When the two armies met, the much larger British army fired its new Congreave's rockets at Jackson's men.  General Pakenham expressed surprise that such undisciplined and unprofessional troops didn't panic in the face of the frightening new weapons.  What Pakenham didn't know was that the defenders were a hell of a lot more scared of Andy Jackson than they were of British fireworks.

When the battle was over, the British were defeated, Jackson's men still held their lines, the war was over...and Pakenham was dead.

Pakenham had had a distinguished military career, so his body couldn't be simply left on foreign soil.  His body was disemboweled, and was carefully packed in a barrel of rum.  Actually, to get his body to fit in the barrel, his head had to be temporarily cut off.  (After last week's blog, I'm a little loath to mention this fact for fear that you might think that beheading is going to turn into some kind of a trend in this blog.  Honest, I promise not to lop off any more heads for at least another month.)

Pakenham was shipped home, his head was reattached, and he was buried on the family estate in Ireland.  That is the end of the story...but not the end of the legend.  In one version of the tale, it was a long and difficult voyage back home.  The sailors on the ship soon ran out of their accustomed daily grog ration and drilled a small hole into the cask in order to siphon off a little of the rum through a straw.   

This practice was called "sucking the monkey" and seems to have originated from British sailors drilling a hole in a coconut, draining out the coconut milk and replacing it with rum.  Have you ever noticed that the three dark spots on the top of a coconut look a little like a monkey's face?  The word coconut even comes from a 16th century Portuguese word for head.

Another version of the Pakenham legend has the barrel being lost during the shipment home and ultimately being sold to a plantation in South Carolina.  The barrel was tapped for a large party and enjoyed by all present.  ("I do declare!  This rum has a fine body and a good head.")  When the barrel was empty of rum, the owners wondered why it was still so heavy.  When they opened the barrel, the discovery broke up the party.

Nor is Pakenham the only British military hero attached to such a grotesque tale.  At the Battle of Trafalgar in 1805, the British navy destroyed or captured most of the combined navies of France and Spain.  The architect of this monumental victory was Admiral Horatio Nelson, who unfortunately did not survive the battle. 

Preservation of cadavers, was a science that would not exist until the 1860's, when the sheer number of men killed during the American Civil War prompted the development of what came to be known as "embalming science."  Until then...the bodies went into barrels of spirits. 

Nelson was placed in a barrel of brandy.  The barrel was lashed to a mast and guarded by the ship's marines until the ship arrived in Gibraltar.  There, the barrel was drained of the brandy and refilled with wine.  The barrel was opened in England and the admiral's body was placed in a lead casket, which was placed inside a wood casket made from the mast of the French flagship L'Orient, then buried in St.
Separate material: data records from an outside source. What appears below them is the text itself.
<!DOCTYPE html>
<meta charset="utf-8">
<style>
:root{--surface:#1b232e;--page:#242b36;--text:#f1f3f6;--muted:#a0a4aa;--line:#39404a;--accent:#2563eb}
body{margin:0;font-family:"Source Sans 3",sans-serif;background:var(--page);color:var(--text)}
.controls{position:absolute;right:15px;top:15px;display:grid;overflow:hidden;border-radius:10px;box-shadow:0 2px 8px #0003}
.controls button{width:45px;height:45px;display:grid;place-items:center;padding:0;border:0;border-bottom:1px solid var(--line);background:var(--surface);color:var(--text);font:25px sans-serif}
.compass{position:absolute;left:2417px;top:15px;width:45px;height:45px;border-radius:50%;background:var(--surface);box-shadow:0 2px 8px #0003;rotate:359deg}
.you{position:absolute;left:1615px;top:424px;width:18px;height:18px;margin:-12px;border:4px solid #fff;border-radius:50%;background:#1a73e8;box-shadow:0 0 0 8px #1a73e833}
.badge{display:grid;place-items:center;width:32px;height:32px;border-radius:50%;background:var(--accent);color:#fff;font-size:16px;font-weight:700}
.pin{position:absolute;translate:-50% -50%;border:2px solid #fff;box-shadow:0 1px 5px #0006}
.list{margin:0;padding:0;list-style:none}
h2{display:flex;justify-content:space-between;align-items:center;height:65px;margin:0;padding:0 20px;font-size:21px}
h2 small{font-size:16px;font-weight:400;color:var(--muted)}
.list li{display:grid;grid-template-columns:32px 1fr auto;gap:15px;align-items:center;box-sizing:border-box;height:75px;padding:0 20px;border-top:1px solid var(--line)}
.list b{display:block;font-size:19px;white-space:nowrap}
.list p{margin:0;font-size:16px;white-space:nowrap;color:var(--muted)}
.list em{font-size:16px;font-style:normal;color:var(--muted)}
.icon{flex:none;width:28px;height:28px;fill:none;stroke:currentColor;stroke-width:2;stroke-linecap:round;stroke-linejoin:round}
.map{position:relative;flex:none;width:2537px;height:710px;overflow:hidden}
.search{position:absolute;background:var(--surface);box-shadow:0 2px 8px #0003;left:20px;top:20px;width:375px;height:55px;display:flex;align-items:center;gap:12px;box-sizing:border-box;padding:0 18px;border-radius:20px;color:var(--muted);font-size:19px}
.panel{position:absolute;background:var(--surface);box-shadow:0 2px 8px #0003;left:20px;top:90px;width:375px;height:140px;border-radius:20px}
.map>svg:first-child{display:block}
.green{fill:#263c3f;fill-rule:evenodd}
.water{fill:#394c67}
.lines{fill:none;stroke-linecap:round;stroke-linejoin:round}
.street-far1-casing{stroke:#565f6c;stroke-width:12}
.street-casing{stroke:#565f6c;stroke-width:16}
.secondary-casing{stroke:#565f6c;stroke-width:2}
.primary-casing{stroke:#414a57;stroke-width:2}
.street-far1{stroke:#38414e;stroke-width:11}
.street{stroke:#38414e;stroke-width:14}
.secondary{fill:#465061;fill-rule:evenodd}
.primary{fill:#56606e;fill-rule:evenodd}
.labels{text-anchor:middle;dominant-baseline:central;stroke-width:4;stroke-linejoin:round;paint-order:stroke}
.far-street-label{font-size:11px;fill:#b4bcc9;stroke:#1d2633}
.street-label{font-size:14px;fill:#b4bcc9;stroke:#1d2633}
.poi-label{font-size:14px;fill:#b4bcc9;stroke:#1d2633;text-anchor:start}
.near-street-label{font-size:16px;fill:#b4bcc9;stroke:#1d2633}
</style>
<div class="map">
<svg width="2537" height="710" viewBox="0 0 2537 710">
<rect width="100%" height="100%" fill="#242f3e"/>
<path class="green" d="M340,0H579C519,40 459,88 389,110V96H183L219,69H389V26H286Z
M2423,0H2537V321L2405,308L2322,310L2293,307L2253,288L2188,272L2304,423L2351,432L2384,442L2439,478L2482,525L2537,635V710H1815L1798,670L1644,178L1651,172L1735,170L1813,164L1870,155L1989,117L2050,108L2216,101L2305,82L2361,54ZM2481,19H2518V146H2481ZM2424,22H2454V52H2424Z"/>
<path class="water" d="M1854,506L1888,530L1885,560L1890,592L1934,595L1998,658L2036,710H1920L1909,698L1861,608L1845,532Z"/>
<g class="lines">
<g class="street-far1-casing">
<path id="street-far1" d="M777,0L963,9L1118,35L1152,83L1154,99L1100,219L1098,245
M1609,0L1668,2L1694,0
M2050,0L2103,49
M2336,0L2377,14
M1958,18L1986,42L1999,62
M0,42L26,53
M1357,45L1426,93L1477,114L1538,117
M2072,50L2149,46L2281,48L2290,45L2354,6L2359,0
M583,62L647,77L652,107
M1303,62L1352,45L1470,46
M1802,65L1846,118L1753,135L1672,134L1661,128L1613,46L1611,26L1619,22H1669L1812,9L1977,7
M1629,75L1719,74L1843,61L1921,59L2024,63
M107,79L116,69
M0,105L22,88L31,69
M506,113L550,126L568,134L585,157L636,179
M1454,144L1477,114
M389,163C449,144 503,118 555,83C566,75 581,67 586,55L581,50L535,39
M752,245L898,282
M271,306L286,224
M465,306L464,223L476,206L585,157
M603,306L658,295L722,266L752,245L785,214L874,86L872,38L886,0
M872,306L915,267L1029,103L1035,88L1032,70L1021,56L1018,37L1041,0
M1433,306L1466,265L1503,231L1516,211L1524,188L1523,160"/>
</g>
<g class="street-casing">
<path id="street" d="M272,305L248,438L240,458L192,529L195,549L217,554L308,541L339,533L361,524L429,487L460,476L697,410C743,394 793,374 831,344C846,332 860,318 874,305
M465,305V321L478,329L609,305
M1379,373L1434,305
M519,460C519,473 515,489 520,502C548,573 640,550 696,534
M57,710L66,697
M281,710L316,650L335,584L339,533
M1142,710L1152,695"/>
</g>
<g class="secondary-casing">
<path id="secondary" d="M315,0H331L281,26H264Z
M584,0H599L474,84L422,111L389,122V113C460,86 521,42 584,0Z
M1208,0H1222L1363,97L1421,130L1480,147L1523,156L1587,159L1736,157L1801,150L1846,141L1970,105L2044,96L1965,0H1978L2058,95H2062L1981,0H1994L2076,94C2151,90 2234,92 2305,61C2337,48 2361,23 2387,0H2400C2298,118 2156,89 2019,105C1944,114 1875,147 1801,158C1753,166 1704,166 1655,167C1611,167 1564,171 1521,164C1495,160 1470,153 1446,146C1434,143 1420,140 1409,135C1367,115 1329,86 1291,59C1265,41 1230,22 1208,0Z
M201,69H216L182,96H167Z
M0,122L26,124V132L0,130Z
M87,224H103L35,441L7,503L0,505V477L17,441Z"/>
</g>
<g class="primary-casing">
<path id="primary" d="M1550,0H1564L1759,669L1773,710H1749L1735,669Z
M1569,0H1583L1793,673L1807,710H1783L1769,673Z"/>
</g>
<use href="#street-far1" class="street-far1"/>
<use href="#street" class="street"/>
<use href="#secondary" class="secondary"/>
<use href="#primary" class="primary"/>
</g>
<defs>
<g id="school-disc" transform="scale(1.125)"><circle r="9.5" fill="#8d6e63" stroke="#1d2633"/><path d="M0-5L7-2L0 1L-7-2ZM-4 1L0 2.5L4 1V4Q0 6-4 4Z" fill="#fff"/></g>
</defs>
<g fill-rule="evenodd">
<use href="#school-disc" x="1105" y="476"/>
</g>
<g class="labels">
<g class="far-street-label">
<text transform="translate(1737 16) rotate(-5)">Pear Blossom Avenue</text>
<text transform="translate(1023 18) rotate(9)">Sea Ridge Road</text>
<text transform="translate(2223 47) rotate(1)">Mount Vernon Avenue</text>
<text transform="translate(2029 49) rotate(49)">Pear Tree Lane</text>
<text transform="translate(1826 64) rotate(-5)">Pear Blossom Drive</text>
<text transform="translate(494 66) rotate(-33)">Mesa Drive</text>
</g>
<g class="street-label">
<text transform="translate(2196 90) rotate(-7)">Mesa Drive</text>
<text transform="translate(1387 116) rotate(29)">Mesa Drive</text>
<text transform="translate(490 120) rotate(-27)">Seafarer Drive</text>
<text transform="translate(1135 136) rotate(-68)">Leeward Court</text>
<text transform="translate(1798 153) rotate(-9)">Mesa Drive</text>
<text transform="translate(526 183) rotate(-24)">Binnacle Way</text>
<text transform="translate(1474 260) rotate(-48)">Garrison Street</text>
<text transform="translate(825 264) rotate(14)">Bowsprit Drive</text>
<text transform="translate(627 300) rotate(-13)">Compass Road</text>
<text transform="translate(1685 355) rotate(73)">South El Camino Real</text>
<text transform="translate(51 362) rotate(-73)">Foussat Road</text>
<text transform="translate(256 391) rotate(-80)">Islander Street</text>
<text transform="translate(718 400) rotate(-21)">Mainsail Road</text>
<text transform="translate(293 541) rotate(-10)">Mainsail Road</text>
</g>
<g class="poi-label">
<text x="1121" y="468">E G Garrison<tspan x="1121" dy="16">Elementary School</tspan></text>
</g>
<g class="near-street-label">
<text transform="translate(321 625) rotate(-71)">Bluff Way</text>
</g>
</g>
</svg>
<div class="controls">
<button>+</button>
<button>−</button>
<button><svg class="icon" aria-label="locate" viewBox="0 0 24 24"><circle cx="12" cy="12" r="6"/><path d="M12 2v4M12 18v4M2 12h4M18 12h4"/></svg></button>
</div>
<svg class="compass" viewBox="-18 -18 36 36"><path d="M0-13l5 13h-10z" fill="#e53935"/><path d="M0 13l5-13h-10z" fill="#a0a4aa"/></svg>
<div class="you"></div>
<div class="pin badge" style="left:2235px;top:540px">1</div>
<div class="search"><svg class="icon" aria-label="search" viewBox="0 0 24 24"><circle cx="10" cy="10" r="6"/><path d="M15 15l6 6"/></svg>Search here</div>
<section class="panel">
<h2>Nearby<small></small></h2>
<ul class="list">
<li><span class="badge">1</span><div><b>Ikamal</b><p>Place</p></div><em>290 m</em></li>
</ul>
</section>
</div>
Paul's inside a sarcophagus originally carved for Cardinal Wolsey. 

But those are just the facts--here is the legend:  during the voyage home, sailors drained the brandy and consumed it.  When the cask arrived in London, the brandy was found to be considerably less than full.  To this day, brandy is sometimes referred to as "Nelson's blood" and to the men in the British Navy, the phrase "tapping the admiral" means to obtain an alcoholic drink by theft.

Actually, history is full of such legends.  There is an Arab story from the 13th century in which treasure hunters found a sealed jar of honey in a tomb under the Egyptian pyramids.  After enjoying a leisurely meal from bread dipped into the honey, naturally, at the bottom of the jar, they discover the preserved body of a child.

I'm not going to tell my students any of these other stories, I still have hopes they will remember a little of the real lectures.